START Material for this task

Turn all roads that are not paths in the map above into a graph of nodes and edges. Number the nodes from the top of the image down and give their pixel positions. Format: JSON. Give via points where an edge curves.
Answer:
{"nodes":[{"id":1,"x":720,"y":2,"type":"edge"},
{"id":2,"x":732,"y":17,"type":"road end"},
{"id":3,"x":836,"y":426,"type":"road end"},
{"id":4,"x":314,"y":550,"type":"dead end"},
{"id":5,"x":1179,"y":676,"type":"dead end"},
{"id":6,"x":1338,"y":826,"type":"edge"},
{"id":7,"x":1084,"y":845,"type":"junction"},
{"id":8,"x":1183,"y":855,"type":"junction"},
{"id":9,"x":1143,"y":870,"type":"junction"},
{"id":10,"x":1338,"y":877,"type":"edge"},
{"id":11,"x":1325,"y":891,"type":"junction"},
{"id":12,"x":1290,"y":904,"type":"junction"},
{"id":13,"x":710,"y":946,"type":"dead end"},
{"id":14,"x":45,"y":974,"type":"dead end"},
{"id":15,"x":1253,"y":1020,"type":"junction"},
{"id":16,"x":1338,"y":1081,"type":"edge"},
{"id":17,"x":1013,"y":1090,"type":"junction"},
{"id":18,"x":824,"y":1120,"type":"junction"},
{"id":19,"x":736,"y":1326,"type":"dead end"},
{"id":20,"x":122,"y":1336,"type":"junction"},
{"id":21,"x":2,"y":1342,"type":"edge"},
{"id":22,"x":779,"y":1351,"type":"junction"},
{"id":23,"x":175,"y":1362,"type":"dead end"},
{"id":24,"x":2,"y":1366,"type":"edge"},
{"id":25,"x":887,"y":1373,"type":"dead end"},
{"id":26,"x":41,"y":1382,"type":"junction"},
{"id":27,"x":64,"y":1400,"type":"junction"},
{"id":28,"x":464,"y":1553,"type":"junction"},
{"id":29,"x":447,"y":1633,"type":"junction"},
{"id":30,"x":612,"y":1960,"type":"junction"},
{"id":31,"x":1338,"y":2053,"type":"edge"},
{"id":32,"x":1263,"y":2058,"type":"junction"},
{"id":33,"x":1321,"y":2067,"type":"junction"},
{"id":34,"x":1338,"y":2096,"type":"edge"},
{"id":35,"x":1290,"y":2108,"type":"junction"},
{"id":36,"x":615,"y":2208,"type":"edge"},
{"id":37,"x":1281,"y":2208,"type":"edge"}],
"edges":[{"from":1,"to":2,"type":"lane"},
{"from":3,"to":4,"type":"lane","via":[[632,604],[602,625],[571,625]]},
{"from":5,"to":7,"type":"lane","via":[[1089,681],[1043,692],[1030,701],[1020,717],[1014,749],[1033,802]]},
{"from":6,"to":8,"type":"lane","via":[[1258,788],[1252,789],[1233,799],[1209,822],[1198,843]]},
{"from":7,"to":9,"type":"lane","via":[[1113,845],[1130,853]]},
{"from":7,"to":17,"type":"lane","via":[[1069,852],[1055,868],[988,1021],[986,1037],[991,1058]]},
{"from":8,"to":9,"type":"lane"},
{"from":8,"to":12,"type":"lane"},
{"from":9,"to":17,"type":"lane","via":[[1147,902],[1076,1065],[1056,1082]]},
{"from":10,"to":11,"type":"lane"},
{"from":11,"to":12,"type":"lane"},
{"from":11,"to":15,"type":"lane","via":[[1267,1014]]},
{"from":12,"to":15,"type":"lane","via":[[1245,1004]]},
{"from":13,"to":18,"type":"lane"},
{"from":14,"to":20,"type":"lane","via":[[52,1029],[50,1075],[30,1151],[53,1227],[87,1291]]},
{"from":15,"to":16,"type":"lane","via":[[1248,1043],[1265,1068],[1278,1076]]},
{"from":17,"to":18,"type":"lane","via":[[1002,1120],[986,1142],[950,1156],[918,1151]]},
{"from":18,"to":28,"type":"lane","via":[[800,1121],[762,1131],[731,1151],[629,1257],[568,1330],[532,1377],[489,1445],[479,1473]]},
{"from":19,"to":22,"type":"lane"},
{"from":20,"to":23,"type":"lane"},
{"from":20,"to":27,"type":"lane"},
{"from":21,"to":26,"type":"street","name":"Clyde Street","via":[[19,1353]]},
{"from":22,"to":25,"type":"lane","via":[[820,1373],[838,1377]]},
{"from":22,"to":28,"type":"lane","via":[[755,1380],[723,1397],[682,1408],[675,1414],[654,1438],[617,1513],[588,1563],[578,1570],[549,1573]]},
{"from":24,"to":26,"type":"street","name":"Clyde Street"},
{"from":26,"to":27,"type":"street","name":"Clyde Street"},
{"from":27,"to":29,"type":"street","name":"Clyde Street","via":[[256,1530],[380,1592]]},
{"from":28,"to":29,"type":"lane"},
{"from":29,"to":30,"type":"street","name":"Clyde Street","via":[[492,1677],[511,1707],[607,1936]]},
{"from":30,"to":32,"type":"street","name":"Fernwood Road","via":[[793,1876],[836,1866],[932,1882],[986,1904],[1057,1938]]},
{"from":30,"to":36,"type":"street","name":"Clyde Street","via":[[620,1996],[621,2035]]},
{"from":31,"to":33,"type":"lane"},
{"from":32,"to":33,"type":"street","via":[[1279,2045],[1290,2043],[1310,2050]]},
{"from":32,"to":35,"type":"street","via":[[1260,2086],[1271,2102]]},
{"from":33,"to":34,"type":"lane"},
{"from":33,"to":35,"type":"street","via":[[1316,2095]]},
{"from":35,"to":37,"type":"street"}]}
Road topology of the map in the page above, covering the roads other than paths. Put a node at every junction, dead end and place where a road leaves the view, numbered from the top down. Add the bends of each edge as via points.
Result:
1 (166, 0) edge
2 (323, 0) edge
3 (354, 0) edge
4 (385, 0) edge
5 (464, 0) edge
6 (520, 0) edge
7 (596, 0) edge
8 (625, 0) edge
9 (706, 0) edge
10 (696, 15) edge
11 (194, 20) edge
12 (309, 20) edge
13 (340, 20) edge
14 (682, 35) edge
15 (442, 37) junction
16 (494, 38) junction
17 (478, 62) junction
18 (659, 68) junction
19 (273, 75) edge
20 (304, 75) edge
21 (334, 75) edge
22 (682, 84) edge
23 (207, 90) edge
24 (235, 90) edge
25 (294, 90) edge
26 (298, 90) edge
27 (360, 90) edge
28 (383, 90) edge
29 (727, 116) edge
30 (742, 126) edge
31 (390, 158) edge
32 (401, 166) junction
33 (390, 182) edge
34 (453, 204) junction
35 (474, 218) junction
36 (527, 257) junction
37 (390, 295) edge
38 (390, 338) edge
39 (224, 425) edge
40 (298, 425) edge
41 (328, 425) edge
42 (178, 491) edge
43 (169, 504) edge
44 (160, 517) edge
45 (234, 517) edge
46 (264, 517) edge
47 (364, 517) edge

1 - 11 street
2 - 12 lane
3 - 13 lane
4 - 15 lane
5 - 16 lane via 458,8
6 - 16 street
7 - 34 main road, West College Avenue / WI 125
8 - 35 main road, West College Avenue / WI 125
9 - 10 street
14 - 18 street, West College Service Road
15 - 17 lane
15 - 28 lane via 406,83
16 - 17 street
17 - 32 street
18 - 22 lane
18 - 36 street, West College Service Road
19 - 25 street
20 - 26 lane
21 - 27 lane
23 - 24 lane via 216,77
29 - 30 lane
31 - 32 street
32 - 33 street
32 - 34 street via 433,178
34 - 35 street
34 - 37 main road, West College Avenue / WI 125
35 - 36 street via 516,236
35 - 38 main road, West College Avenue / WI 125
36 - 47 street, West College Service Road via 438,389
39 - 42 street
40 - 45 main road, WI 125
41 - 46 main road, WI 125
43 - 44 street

END Material for this task

Every record, start to finish: reproduce it word for word.

Turn all roads that are not paths in the map above into a graph of nodes and edges. Number the nodes from the top of the image down and give their pixel positions. Format: JSON. Give via points where an edge curves.
Answer:
{"nodes":[{"id":1,"x":720,"y":2,"type":"edge"},
{"id":2,"x":732,"y":17,"type":"road end"},
{"id":3,"x":836,"y":426,"type":"road end"},
{"id":4,"x":314,"y":550,"type":"dead end"},
{"id":5,"x":1179,"y":676,"type":"dead end"},
{"id":6,"x":1338,"y":826,"type":"edge"},
{"id":7,"x":1084,"y":845,"type":"junction"},
{"id":8,"x":1183,"y":855,"type":"junction"},
{"id":9,"x":1143,"y":870,"type":"junction"},
{"id":10,"x":1338,"y":877,"type":"edge"},
{"id":11,"x":1325,"y":891,"type":"junction"},
{"id":12,"x":1290,"y":904,"type":"junction"},
{"id":13,"x":710,"y":946,"type":"dead end"},
{"id":14,"x":45,"y":974,"type":"dead end"},
{"id":15,"x":1253,"y":1020,"type":"junction"},
{"id":16,"x":1338,"y":1081,"type":"edge"},
{"id":17,"x":1013,"y":1090,"type":"junction"},
{"id":18,"x":824,"y":1120,"type":"junction"},
{"id":19,"x":736,"y":1326,"type":"dead end"},
{"id":20,"x":122,"y":1336,"type":"junction"},
{"id":21,"x":2,"y":1342,"type":"edge"},
{"id":22,"x":779,"y":1351,"type":"junction"},
{"id":23,"x":175,"y":1362,"type":"dead end"},
{"id":24,"x":2,"y":1366,"type":"edge"},
{"id":25,"x":887,"y":1373,"type":"dead end"},
{"id":26,"x":41,"y":1382,"type":"junction"},
{"id":27,"x":64,"y":1400,"type":"junction"},
{"id":28,"x":464,"y":1553,"type":"junction"},
{"id":29,"x":447,"y":1633,"type":"junction"},
{"id":30,"x":612,"y":1960,"type":"junction"},
{"id":31,"x":1338,"y":2053,"type":"edge"},
{"id":32,"x":1263,"y":2058,"type":"junction"},
{"id":33,"x":1321,"y":2067,"type":"junction"},
{"id":34,"x":1338,"y":2096,"type":"edge"},
{"id":35,"x":1290,"y":2108,"type":"junction"},
{"id":36,"x":615,"y":2208,"type":"edge"},
{"id":37,"x":1281,"y":2208,"type":"edge"}],
"edges":[{"from":1,"to":2,"type":"lane"},
{"from":3,"to":4,"type":"lane","via":[[632,604],[602,625],[571,625]]},
{"from":5,"to":7,"type":"lane","via":[[1089,681],[1043,692],[1030,701],[1020,717],[1014,749],[1033,802]]},
{"from":6,"to":8,"type":"lane","via":[[1258,788],[1252,789],[1233,799],[1209,822],[1198,843]]},
{"from":7,"to":9,"type":"lane","via":[[1113,845],[1130,853]]},
{"from":7,"to":17,"type":"lane","via":[[1069,852],[1055,868],[988,1021],[986,1037],[991,1058]]},
{"from":8,"to":9,"type":"lane"},
{"from":8,"to":12,"type":"lane"},
{"from":9,"to":17,"type":"lane","via":[[1147,902],[1076,1065],[1056,1082]]},
{"from":10,"to":11,"type":"lane"},
{"from":11,"to":12,"type":"lane"},
{"from":11,"to":15,"type":"lane","via":[[1267,1014]]},
{"from":12,"to":15,"type":"lane","via":[[1245,1004]]},
{"from":13,"to":18,"type":"lane"},
{"from":14,"to":20,"type":"lane","via":[[52,1029],[50,1075],[30,1151],[53,1227],[87,1291]]},
{"from":15,"to":16,"type":"lane","via":[[1248,1043],[1265,1068],[1278,1076]]},
{"from":17,"to":18,"type":"lane","via":[[1002,1120],[986,1142],[950,1156],[918,1151]]},
{"from":18,"to":28,"type":"lane","via":[[800,1121],[762,1131],[731,1151],[629,1257],[568,1330],[532,1377],[489,1445],[479,1473]]},
{"from":19,"to":22,"type":"lane"},
{"from":20,"to":23,"type":"lane"},
{"from":20,"to":27,"type":"lane"},
{"from":21,"to":26,"type":"street","name":"Clyde Street","via":[[19,1353]]},
{"from":22,"to":25,"type":"lane","via":[[820,1373],[838,1377]]},
{"from":22,"to":28,"type":"lane","via":[[755,1380],[723,1397],[682,1408],[675,1414],[654,1438],[617,1513],[588,1563],[578,1570],[549,1573]]},
{"from":24,"to":26,"type":"street","name":"Clyde Street"},
{"from":26,"to":27,"type":"street","name":"Clyde Street"},
{"from":27,"to":29,"type":"street","name":"Clyde Street","via":[[256,1530],[380,1592]]},
{"from":28,"to":29,"type":"lane"},
{"from":29,"to":30,"type":"street","name":"Clyde Street","via":[[492,1677],[511,1707],[607,1936]]},
{"from":30,"to":32,"type":"street","name":"Fernwood Road","via":[[793,1876],[836,1866],[932,1882],[986,1904],[1057,1938]]},
{"from":30,"to":36,"type":"street","name":"Clyde Street","via":[[620,1996],[621,2035]]},
{"from":31,"to":33,"type":"lane"},
{"from":32,"to":33,"type":"street","via":[[1279,2045],[1290,2043],[1310,2050]]},
{"from":32,"to":35,"type":"street","via":[[1260,2086],[1271,2102]]},
{"from":33,"to":34,"type":"lane"},
{"from":33,"to":35,"type":"street","via":[[1316,2095]]},
{"from":35,"to":37,"type":"street"}]}
Road topology of the map in the page above, covering the roads other than paths. Put a node at every junction, dead end and place where a road leaves the view, numbered from the top down. Add the bends of each edge as via points.
Result:
1 (166, 0) edge
2 (323, 0) edge
3 (354, 0) edge
4 (385, 0) edge
5 (464, 0) edge
6 (520, 0) edge
7 (596, 0) edge
8 (625, 0) edge
9 (706, 0) edge
10 (696, 15) edge
11 (194, 20) edge
12 (309, 20) edge
13 (340, 20) edge
14 (682, 35) edge
15 (442, 37) junction
16 (494, 38) junction
17 (478, 62) junction
18 (659, 68) junction
19 (273, 75) edge
20 (304, 75) edge
21 (334, 75) edge
22 (682, 84) edge
23 (207, 90) edge
24 (235, 90) edge
25 (294, 90) edge
26 (298, 90) edge
27 (360, 90) edge
28 (383, 90) edge
29 (727, 116) edge
30 (742, 126) edge
31 (390, 158) edge
32 (401, 166) junction
33 (390, 182) edge
34 (453, 204) junction
35 (474, 218) junction
36 (527, 257) junction
37 (390, 295) edge
38 (390, 338) edge
39 (224, 425) edge
40 (298, 425) edge
41 (328, 425) edge
42 (178, 491) edge
43 (169, 504) edge
44 (160, 517) edge
45 (234, 517) edge
46 (264, 517) edge
47 (364, 517) edge

1 - 11 street
2 - 12 lane
3 - 13 lane
4 - 15 lane
5 - 16 lane via 458,8
6 - 16 street
7 - 34 main road, West College Avenue / WI 125
8 - 35 main road, West College Avenue / WI 125
9 - 10 street
14 - 18 street, West College Service Road
15 - 17 lane
15 - 28 lane via 406,83
16 - 17 street
17 - 32 street
18 - 22 lane
18 - 36 street, West College Service Road
19 - 25 street
20 - 26 lane
21 - 27 lane
23 - 24 lane via 216,77
29 - 30 lane
31 - 32 street
32 - 33 street
32 - 34 street via 433,178
34 - 35 street
34 - 37 main road, West College Avenue / WI 125
35 - 36 street via 516,236
35 - 38 main road, West College Avenue / WI 125
36 - 47 street, West College Service Road via 438,389
39 - 42 street
40 - 45 main road, WI 125
41 - 46 main road, WI 125
43 - 44 street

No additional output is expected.